Mohon tunggu...
Anggi Afriansyah
Anggi Afriansyah Mohon Tunggu... Penulis - Peneliti

Masih terus belajar. Silahkan kunjungi blog saya: http://anggiafriansyah.wordpress.com

Selanjutnya

Tutup

Humaniora Pilihan

Guru dan Masa Depan Bangsa

26 Mei 2016   09:39 Diperbarui: 26 Mei 2016   10:20 657
+
Laporkan Konten
Laporkan Akun
Kompasiana adalah platform blog. Konten ini menjadi tanggung jawab bloger dan tidak mewakili pandangan redaksi Kompas.
Lihat foto
Bagikan ide kreativitasmu dalam bentuk konten di Kompasiana | Sumber gambar: Freepik

Mei adalah bulan penuh sejarah. Beberapa peristiwa sejarah terekam di bulan ini, mulai dari May Day, Hari Pendidikan Nasional, sampai Hari Kebangkitan Nasional.
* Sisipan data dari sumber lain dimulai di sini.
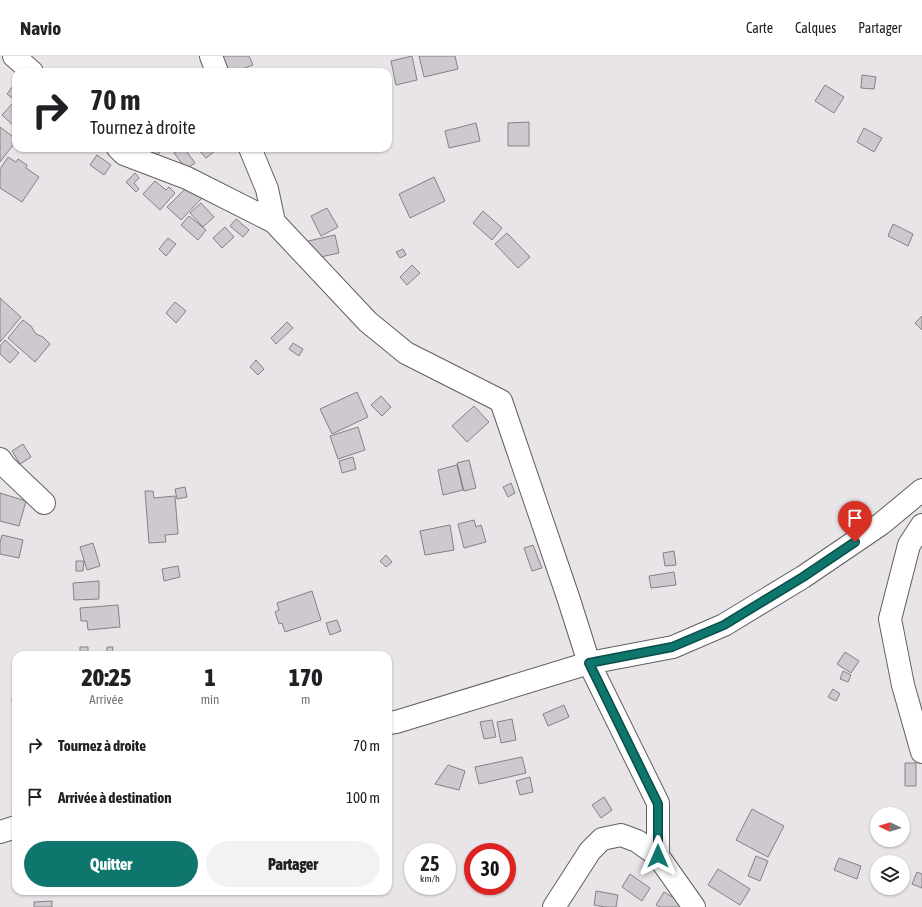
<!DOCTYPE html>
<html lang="fr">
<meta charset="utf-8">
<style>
:root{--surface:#fff;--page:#f2f2f2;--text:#202124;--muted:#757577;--line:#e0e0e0;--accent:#0f766e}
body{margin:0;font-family:"Asap Condensed",sans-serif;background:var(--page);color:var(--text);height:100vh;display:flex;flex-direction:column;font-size:15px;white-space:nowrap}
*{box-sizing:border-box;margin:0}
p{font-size:13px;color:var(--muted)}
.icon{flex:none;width:22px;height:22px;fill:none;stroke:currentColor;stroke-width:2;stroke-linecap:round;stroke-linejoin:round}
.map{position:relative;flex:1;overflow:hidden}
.details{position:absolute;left:12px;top:595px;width:380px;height:244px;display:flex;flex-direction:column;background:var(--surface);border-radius:12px;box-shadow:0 1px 3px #0004}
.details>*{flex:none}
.banner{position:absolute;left:12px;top:12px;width:380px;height:84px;border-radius:12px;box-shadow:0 1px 3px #0004;background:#fff;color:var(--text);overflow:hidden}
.needle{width:26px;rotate:275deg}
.buttons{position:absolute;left:870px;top:751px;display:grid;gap:8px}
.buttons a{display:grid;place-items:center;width:40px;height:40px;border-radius:50%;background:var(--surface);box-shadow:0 1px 3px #0004;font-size:20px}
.speed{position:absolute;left:404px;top:787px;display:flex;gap:8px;font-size:20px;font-weight:700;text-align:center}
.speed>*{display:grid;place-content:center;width:52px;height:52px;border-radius:50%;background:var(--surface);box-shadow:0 1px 3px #0004;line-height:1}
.speed small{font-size:10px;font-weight:400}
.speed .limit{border:6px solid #d22;background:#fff;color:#111}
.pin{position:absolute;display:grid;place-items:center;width:34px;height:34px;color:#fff;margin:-41px -17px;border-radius:50% 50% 50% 0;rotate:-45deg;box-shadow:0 0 4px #0007}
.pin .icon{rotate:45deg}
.me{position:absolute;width:44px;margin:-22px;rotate:0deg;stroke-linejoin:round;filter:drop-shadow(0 0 3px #0008)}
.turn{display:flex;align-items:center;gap:14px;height:84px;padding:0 12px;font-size:18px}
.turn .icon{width:52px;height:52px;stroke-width:2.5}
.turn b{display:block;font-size:28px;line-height:34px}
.eta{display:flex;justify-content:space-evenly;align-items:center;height:68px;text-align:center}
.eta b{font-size:24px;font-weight:800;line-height:28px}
.primary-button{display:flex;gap:8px;margin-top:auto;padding:8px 12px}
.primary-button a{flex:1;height:46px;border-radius:24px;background:var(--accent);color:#fff;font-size:16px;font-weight:800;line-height:46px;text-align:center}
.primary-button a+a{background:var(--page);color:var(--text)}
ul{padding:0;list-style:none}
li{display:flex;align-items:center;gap:12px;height:52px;padding:0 12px}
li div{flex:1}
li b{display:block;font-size:15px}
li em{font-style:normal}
header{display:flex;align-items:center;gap:24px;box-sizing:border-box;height:56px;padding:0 20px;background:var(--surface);border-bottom:1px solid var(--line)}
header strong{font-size:19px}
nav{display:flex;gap:22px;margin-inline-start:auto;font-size:14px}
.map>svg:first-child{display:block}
.building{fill:#cec9ce;stroke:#848084}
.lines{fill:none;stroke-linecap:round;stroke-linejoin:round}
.street-casing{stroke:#625e62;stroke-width:24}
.street{stroke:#fff;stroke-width:22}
.route-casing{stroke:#0a4d48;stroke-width:10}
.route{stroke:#0f766e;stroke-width:7}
</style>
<header>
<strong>Navio</strong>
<nav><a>Carte</a><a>Calques</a><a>Partager</a></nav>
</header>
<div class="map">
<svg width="922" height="851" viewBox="0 0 922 851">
<rect width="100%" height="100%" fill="#e8e4e8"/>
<path class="building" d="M222,0H249L253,9L234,16H227Z
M412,0L417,24L396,29L391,5Z
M419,0H455L458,13L424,21Z
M862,19L876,21L874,33L861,32Z
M16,26V45L7,38Z
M825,29L844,41L834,57L815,45Z
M12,48L16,51V72L2,59Z
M529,66V90H508V67Z
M476,67L480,85L449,92L445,75Z
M0,71L16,83V85L0,106Z
M864,72L882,82L874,96L857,86Z
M146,92H165L154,101Z
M180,92H184L195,107L186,113L174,97Z
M197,92H219L206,102Z
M97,99L111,109L104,119L90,109Z
M8,101L16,106L18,103L27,109L26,112L39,121L22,146L0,132V113Z
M135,117L139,122L134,127L139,133L136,136L126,126Z
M434,121L445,145L410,162L399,138Z
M155,125L166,134L169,131L175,137L160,154L143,138Z
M189,129L202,142L181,164L167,151Z
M201,147L214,161L203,171L190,157Z
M327,152L338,171L321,180L311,160Z
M483,155L502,172L492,184L473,167Z
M189,160L206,174L198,184L181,169Z
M236,163L249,174L243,181L230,170Z
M893,168L913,178L908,190L888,180Z
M225,171L234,181L222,192L213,182Z
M507,177L530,201L518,212L495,188Z
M335,179L339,197L316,202L304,186Z
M168,182L176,188L166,200L159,193Z
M403,193L406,199L400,202L396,196Z
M412,209L420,217L407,229L400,221Z
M0,242L21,261L0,286Z
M175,246L186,255L176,267L166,257Z
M922,260V274L915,267Z
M23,264L31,270L36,278L43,281L50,288L35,306L8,282Z
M287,266L293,272L276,288L271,282Z
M5,284L19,297L10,307L0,298V290Z
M293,287L303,293L299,300L289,293Z
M256,304L264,313L258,319L250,311Z
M357,336L368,361L332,378L320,353Z
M381,340L391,351L382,360L371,349Z
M474,350L489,366L467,386L452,370Z
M358,371L365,394L338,403L330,380Z
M23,388L31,401L20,408L12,395Z
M353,401L356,413L342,417L339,405Z
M469,404L476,432L464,435L457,407Z
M457,409L463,434L443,439L438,414Z
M511,427L515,437L508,441L503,431Z
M185,431L187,441L177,443L175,433Z
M145,435H153L154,442L175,440L178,478L165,479L166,486L149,487Z
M0,437L26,445L19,470L0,465Z
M474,464L476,471L481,469L486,486L464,492L458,468Z
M450,469L454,494L425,499L420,475Z
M2,479L23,484L19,502L0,498V487Z
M93,487L100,510L87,514L80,491Z
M533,489L542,512L532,515L524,492Z
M674,495L676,509L665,510L663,497Z
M386,499L392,506L386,511L380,505Z
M76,505H84L83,515H76Z
M178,510L180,521L164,525L162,513Z
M674,516L676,529L651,532L649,520Z
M99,525V543L74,544L73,527Z
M312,535L321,564L285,576L282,567L279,568L275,556L279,554L277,547Z
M118,549L120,571L88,574L87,565H81L80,552Z
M337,564L341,575L330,579L326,567Z
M80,591H88V596H86V599H80Z
M107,591H113L112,597L107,596Z
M845,596L859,605L851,617L837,608Z
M843,615L851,619L848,626L840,623Z
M14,625H16V646L12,645Z
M833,633L840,638L836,645L828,641Z
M564,649L569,661L548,670L543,658Z
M512,663L516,684L501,687L497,666Z
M492,664L496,681L484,683L480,666Z
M522,701L526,717L479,728L475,711Z
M905,707H916V730H905Z
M16,708V735L13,709Z
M448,709L465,715L459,734L435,728Z
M530,721L533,736L520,739L516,725Z
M604,741L612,754L601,762L592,749Z
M752,753L784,770L768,801L736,784Z
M756,800L768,805L760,825L748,820Z
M839,802L861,810L857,823L834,814Z
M718,813L750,833L740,849L708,829Z
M917,816L922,818V832L912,828Z
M630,818L650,832L642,845L622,831Z
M596,835L618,839L616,851H605L594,849Z
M664,836L684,848L682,851H660L656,849Z
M52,845V851H34V846Z"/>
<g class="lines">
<g class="street-casing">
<path id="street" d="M14,0L32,16
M211,0L217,16
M118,92L124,98L187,122L274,166L368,266L406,297L501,345L568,541L589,607L658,747V800L694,851
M250,92L267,133L274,166
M0,403L5,410L44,447
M922,469L909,489L890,563L903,629L922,696
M388,667L396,666L589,607L673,591L724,569L803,521L881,468L922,434
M0,776L16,771
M554,851L590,795L602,783L621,779L637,785L658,800"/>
</g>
<use href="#street" class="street"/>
</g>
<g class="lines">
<g class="route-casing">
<path id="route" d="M658,800V748L589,607L672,591L724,569L803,521L855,486"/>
</g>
<use href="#route" class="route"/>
</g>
</svg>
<div class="buttons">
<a><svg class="needle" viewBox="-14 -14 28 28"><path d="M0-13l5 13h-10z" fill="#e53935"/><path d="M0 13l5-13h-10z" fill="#757577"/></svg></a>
<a><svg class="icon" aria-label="layers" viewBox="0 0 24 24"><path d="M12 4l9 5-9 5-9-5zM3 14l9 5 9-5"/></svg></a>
</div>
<div class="speed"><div>25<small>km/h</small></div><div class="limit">30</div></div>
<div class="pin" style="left:855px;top:486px;background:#d93025"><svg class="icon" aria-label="arrive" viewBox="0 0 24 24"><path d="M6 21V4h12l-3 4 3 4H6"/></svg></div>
<svg class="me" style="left:658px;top:800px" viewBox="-20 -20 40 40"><path d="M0-17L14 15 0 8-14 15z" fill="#0f766e" stroke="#fff" stroke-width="4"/></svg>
<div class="banner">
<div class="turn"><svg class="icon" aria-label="right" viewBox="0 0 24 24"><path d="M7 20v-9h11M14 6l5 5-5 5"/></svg><div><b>70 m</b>Tournez à droite</div></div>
</div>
<section class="details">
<div class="eta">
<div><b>20:25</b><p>Arrivée</p></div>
<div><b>1</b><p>min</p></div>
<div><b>170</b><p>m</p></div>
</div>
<ul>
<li><svg class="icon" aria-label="right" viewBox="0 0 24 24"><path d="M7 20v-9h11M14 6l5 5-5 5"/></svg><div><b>Tournez à droite</b></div><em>70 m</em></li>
<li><svg class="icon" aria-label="arrive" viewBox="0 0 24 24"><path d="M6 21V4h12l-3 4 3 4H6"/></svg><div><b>Arrivée à destination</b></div><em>100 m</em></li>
</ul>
<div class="primary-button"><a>Quitter</a><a>Partager</a></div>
</section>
</div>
Untuk dunia pendidikan tanggal 2 Mei merupakan momen penting, Hari Pendidikan Nasional. Apalagi tahun 2016 ini oleh Kementerian Pendidikan dan Kebudayaan (Kemdikbud) bulan Mei dideklarasikan sebagai Bulan Pendidikan dan Kebudayaan. Seperti yang diungkap oleh Kemdikbud bahwa pendidikan merupakan gerakan semesta, maka menurut penulis, salah satu elemen kunci dari gerakan tersebut adalah para guru. Tulisan ini merupakan refleksi terhadap posisi guru di Indonesia. 

Guru memiliki posisi sentral dalam konstruksi pendidikan di Indonesia. Sesuai amanat UU No. 14 Tahun 2005 tentang Guru dan Dosen, guru harus memiliki kompetensi pedagogik, kompetensi kepribadian, kompetensi sosial, dan kompetensi profesional.  

Amanat luhur undang-undang tersebut, guru harus cakap di bidang pengetahuan dan pembelajaran, memiliki karakter, cerdas secara interpersonal maupun intrapersonal, serta paham akan tugas dan kewenangannya. Guru-guru dengan kriteria tersebut tentu akan berkontribusi secara optimal bagi pendidikan di Indonesia.

Menghadirkan guru-guru dengan kapasitas mumpuni tersebut adalah tugas berat yang harus ditanggung bersama. Guru yang memiliki passion dan visi besar akan mewarnai dunia pendidikan menjadi lebih semarak. Warna-warni yang diharapkan membangkitkan optimisme. Mereka mewakafkan jiwa dan raganya hanya untuk pendidikan anak bangsa.

Para guru yang tidak sekedar mentransfer ilmu pengetahuan, tetapi juga mencontohkan secara faktual bagaimana nilai-nilai kebaikan hidup dipraktekan dalam laku keseharian. Kata kuncinya adalah keteladanan. Keteladan guru akan terekam dan diingat sampai kapan pun oleh para peserta didik.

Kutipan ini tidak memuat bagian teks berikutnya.